Copy out each line of the entries where the word "down" is present.
::: Provided records :::
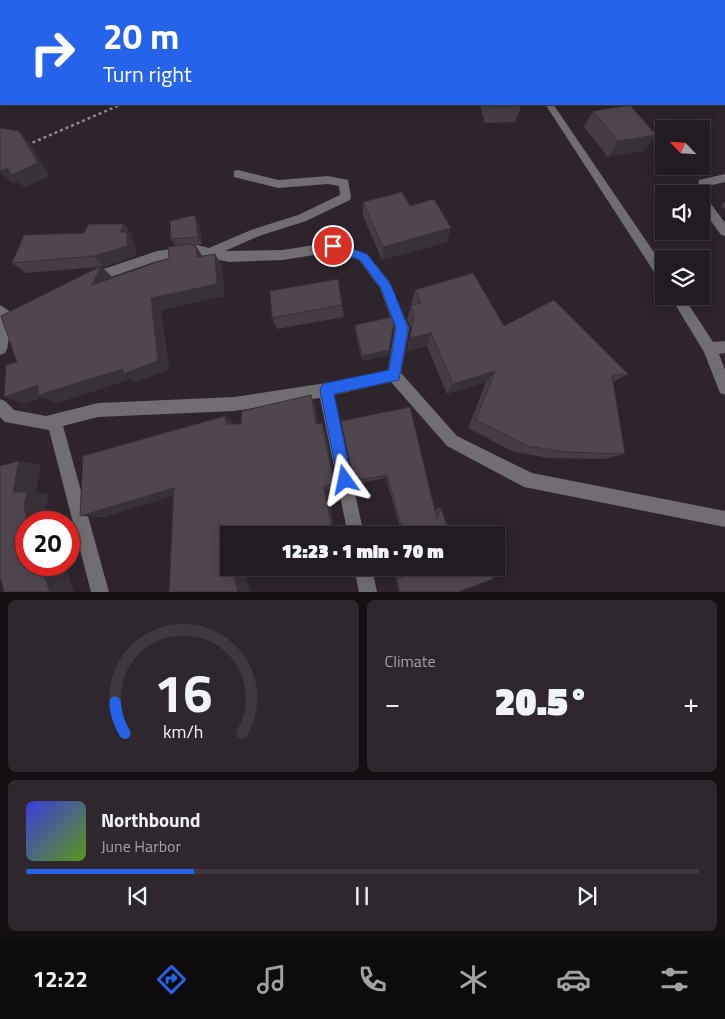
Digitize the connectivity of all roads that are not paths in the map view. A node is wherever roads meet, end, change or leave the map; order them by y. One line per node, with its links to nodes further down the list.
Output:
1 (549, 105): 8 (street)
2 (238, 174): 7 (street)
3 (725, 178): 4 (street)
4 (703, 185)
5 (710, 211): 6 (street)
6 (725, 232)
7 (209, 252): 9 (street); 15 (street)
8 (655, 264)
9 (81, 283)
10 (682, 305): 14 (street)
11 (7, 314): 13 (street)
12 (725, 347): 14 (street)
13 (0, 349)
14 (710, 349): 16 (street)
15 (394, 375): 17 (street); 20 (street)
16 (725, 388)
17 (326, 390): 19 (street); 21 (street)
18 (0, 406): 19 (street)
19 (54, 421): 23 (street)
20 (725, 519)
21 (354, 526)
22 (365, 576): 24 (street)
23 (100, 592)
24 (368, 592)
:::
::: Provided records :::
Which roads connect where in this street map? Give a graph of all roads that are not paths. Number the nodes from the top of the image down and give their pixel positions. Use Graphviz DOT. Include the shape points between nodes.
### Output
:::
* [Final answer]
Digitize the connectivity of all roads that are not paths in the map view. A node is wherever roads meet, end, change or leave the map; order them by y. One line per node, with its links to nodes further down the list.
Which roads connect where in this street map? Give a graph of all roads that are not paths. Number the nodes from the top of the image down and give their pixel positions. Use Graphviz DOT. Include the shape points between nodes.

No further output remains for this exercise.